Give it Up, Mate Give it Up

“I TELL you again, mate, ‘religion’ may do finely for women and children; but it will not do for men,” said Jonathan Winter, a rough old miner, to one of his comrades, who had lately determined to follow Christ. “And as for you, Roger, I'm sure you don't need making more of a woman than you be already. You be the softest, most chicken-hearted chap I know. And if you really are going to be pious and ‘Bible-reading’ into the bargain you'll turn so soft that a shadow will fright you. Give it up, mate; give it up. You're only half a man as ‘tis, but whatever will you become if you sticks to religion I should like to know?”

“Something better than I have been,” replied Roger, in a low voice, which was scarcely heard amid the jests and laughter of his fellow workers.

Roger and Jonathan, with about a hundred other men, were employed in a working of a coalmine. Roger Martin had been led to knowledge of his sins, and to faith in pardon through the blood of Jesus. He was the only Christian among those rough men. Months went by, and Roger, though jeered at and annoyed, had never given up religion.

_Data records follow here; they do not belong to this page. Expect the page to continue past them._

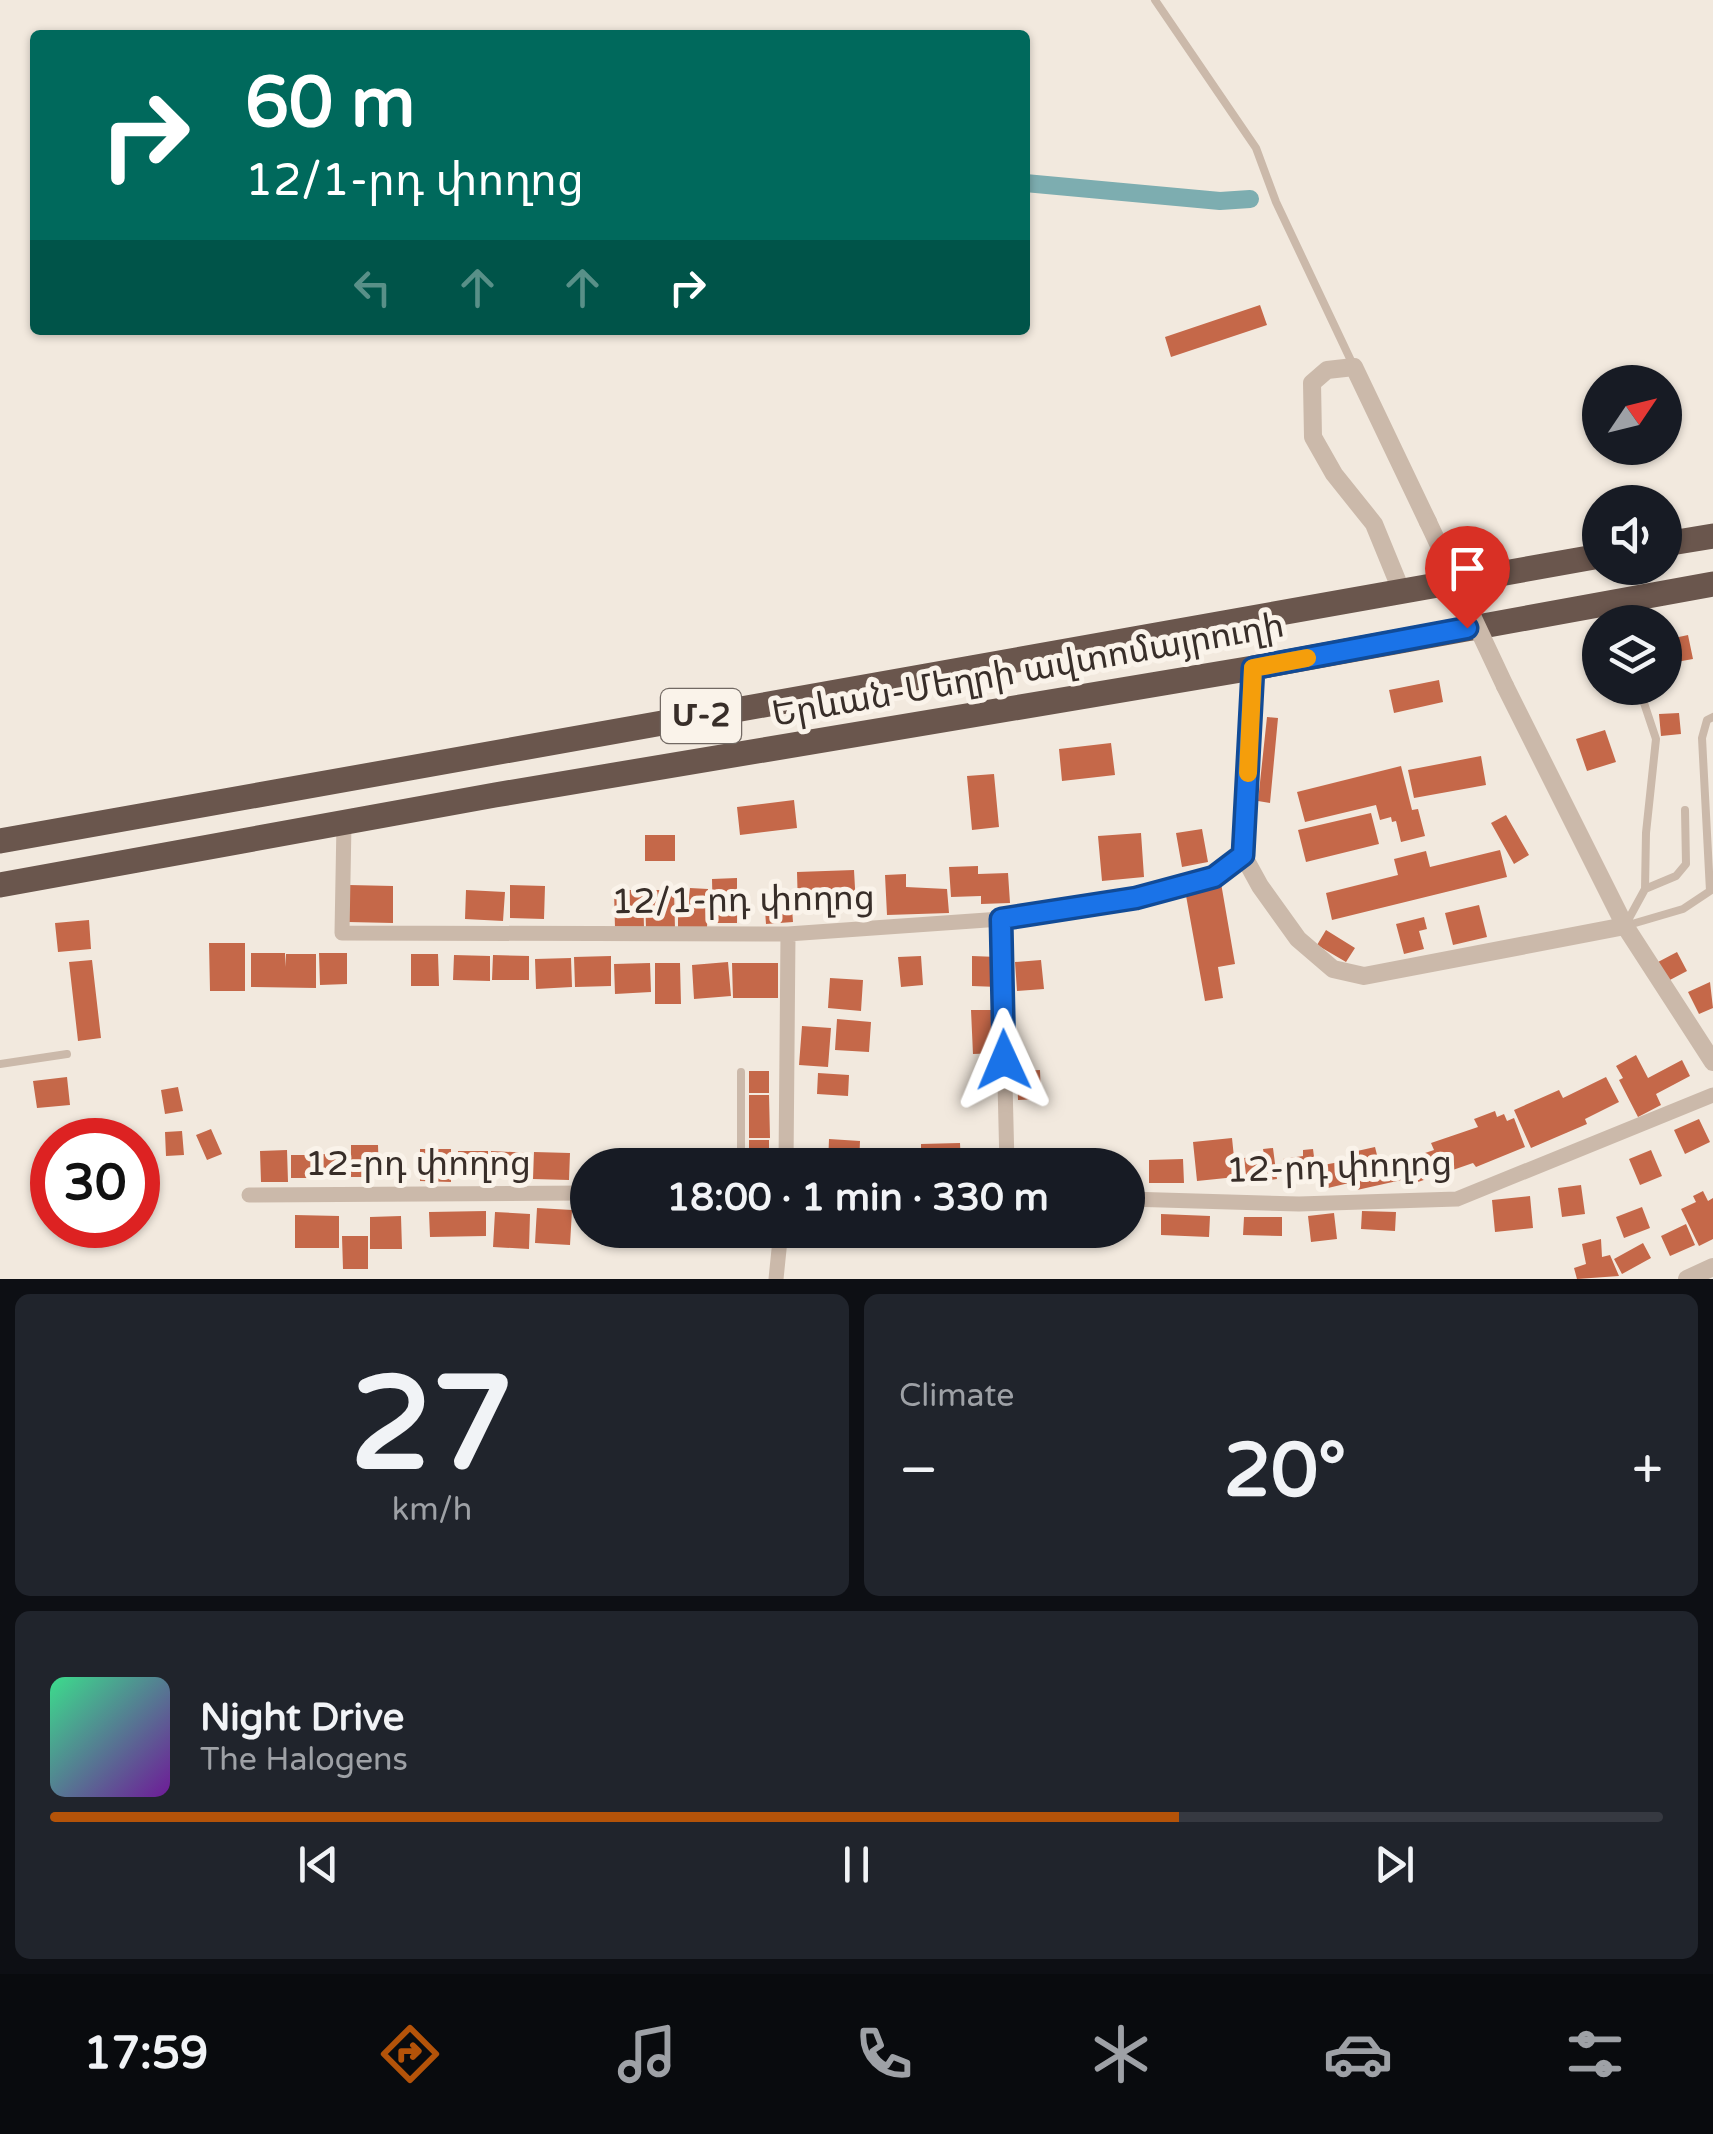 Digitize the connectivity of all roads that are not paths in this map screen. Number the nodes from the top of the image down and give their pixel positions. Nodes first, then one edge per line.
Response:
1 (1155, 0) edge
2 (1354, 367) junction
3 (1713, 536) edge
4 (1682, 541) edge
5 (1582, 559) edge
6 (1713, 584) edge
7 (1401, 590) junction
8 (1638, 605) edge
9 (1582, 617) edge
10 (1253, 668) junction
11 (1644, 705) edge
12 (1713, 716) edge
13 (1685, 810) dead end
14 (344, 823) junction
15 (0, 841) edge
16 (1243, 855) junction
17 (0, 885) edge
18 (1645, 889) junction
19 (1711, 892) edge
20 (1001, 919) junction
21 (1625, 926) junction
22 (788, 934) junction
23 (68, 1054) dead end
24 (1713, 1062) edge
25 (0, 1064) edge
26 (742, 1072) dead end
27 (1713, 1095) edge
28 (741, 1148) edge
29 (786, 1148) edge
30 (1007, 1148) edge
31 (570, 1193) edge
32 (248, 1195) dead end
33 (1145, 1199) edge
34 (779, 1248) edge
35 (1713, 1267) edge
36 (776, 1279) edge
37 (1687, 1279) edge

1 - 2 lane
2 - 7 street
2 - 21 street, bridge
3 - 4 highway
5 - 7 highway, Երևան-Մեղրի ավտոմայրուղի / Մ-2
6 - 8 highway, Երևան-Մեղրի ավտոմայրուղի / Մ-2
7 - 15 highway, Երևան-Մեղրի ավտոմայրուղի / Մ-2
9 - 10 highway, Երևան-Մեղրի ավտոմայրուղի / Մ-2
10 - 14 highway, Երևան-Մեղրի ավտոմայրուղի / Մ-2
10 - 16 street
11 - 18 lane
12 - 19 lane
13 - 18 lane
14 - 17 highway, Երևան-Մեղրի ավտոմայրուղի / Մ-2
14 - 22 street, 12/1-րդ փողոց
16 - 20 street, 12/1-րդ փողոց
16 - 21 street
18 - 21 lane
19 - 21 lane
20 - 22 street, 12/1-րդ փողոց
20 - 30 street
21 - 24 street
22 - 29 street
23 - 25 lane
26 - 28 lane
27 - 33 street, 12-րդ փողոց
31 - 32 street, 12-րդ փողոց
34 - 36 street
35 - 37 street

It was a bright day at noon, when Roger was let down in the bucket to the bottom of the mine. When he reached the bottom, he commenced handing some tools and stores to ‘Little Ben,’ a lad sometimes employed below. The bucket was soon emptied, and Roger was just stepping out, when, hark, what sound was that which made his cheek pale? It was the rushing of water. His long experience made him aware that the water from a neighboring stream had forced its way into the mine. In a few minutes, his fellow workmen might be overwhelmed and lost.

One foot was yet in the bucket, a jerk at the rope, and it would be raised, and be saved. It was a great temptation to his timid nature. Then he remembered his comrades, their unfitness to die and their willful ignorance of Christ's love. The thought of the Saviour nerved his heart; he would not save himself while they were unwarned. Quickly jumping out, he seized Little Ben, placed him in the bucket, saying, as he jerked the rope, “Tell all the village that the water is coming in and that we are probably lost; but we will seek refuge at the far end of the right gallery. Be quick. Good-bye.” In a moment the bucket was raised, and Little Ben disappeared.

The mine was full of long narrow passages, from which the coal had been dug. Hurrying along these, Roger soon reached the miners, and told them their danger. It was a terrible moment, and each one would have rushed hither or thither, madly, in a vain effort to save himself. His noble purpose made the timid Roger firm and calm. He told them what he had done, and bade them follow him with the picks to the end of the right gallery. It was the highest portion of the mine, and with their picks the men succeeded in hollowing out a sort of chamber higher up still, which they trusted might be above the level which the fast rising water would reach. A few provisions had been saved though little enough for even a day’s need. Into this chamber the men hurried, there to wait a slow deliverance, or to perish by hunger, drowning, or suffocation. During the long, dismal hours that followed, Roger prayed and entreated, and after the first excitement had passed, they listened as men listen when face to face with death.

Meanwhile, the friends and villagers were doing their best for their relief. Guided by Roger’s message, they sank a shaft above the right gallery, working days and nights. At length, on the morning of the fifth day, a muffled sound of blows from within met the ears of the workmen above. With new vigor they toiled, and soon the poor miners were reached. Several were dead but more than half, and among them Roger, were yet alive. Tenderly they were carried home and cared for, and soon recovered from the effects of that awful time; though with many, the impressions then made on their souls were never forgotten, but brought forth good fruit in their after lives as converted men.

Among these was Jonathan Winter, who had been the first to sneer at Roger’s profession of Christianity. When he learnt how Roger might have saved himself and Little Ben, leaving the others to their fate, he exclaimed, “I said that religion would make Roger more of a softy than he was before. But it seems to me, mates, it has made him do what many of us would scarce have dared. The Bible-reading that can make a timid chap like he risk life for the sake of telling us about a Saviour, must be good for us all, and I, for one, cast in my lot with Roger.”